=== TRY IT ===
Give again, word for word, each line below starting at the one that contains "index dip: (286, 359)" and ending at the one that contains "middle pip: (327, 360)".

=== STUDY MATERIAL ===
"""

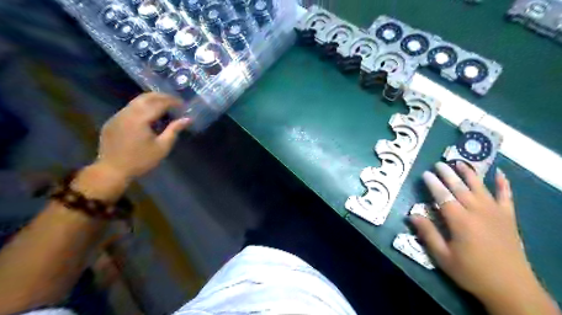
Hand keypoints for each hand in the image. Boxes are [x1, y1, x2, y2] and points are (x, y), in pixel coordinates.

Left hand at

"""
"""

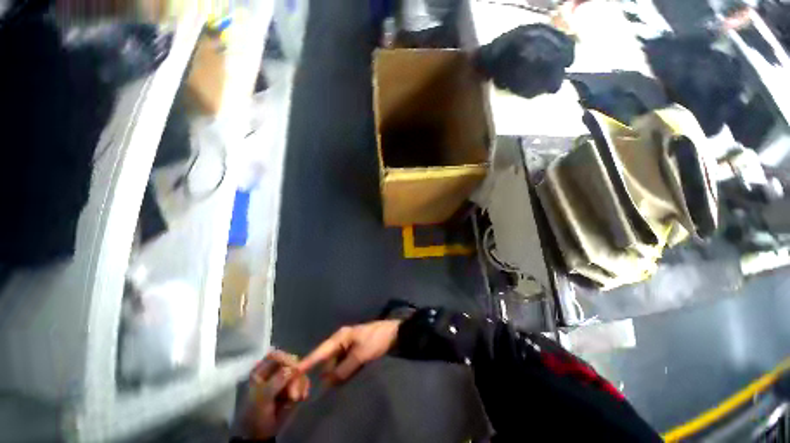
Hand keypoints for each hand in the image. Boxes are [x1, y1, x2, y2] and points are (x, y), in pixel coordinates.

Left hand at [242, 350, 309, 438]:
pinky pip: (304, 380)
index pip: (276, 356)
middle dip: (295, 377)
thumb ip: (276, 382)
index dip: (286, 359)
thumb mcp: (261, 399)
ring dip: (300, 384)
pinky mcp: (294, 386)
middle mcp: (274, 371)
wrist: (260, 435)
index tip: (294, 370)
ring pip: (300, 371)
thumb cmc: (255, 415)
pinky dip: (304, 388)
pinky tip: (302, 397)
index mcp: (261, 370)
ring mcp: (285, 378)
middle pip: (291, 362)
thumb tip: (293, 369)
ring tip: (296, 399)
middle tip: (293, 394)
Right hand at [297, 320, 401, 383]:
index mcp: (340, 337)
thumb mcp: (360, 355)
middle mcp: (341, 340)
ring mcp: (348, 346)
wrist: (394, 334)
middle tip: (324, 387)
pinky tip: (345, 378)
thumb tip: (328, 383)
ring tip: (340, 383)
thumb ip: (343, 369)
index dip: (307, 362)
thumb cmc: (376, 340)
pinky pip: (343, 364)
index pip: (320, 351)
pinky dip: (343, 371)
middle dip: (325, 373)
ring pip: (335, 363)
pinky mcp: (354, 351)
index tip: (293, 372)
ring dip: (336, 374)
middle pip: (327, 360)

"""

=== FINISHED TASK ===
index dip: (286, 359)
thumb mcp: (261, 399)
ring dip: (300, 384)
pinky mcp: (294, 386)
middle mcp: (274, 371)
wrist: (260, 435)
index tip: (294, 370)
ring pip: (300, 371)
thumb cmc: (255, 415)
pinky dip: (304, 388)
pinky tip: (302, 397)
index mcp: (261, 370)
ring mcp: (285, 378)
middle pip: (291, 362)
thumb tip: (293, 369)
ring tip: (296, 399)
middle tip: (293, 394)
Right hand at [297, 320, 401, 383]:
index mcp: (340, 337)
thumb mcp: (360, 355)
middle mcp: (341, 340)
ring mcp: (348, 346)
wrist: (394, 334)
middle tip: (324, 387)
pinky tip: (345, 378)
thumb tip: (328, 383)
ring tip: (340, 383)
thumb ip: (343, 369)
index dip: (307, 362)
thumb cmc: (376, 340)
pinky pip: (343, 364)
index pip: (320, 351)
pinky dip: (343, 371)
middle dip: (325, 373)
ring pip: (335, 363)
pinky mcp: (354, 351)
index tip: (293, 372)
ring dip: (336, 374)
middle pip: (327, 360)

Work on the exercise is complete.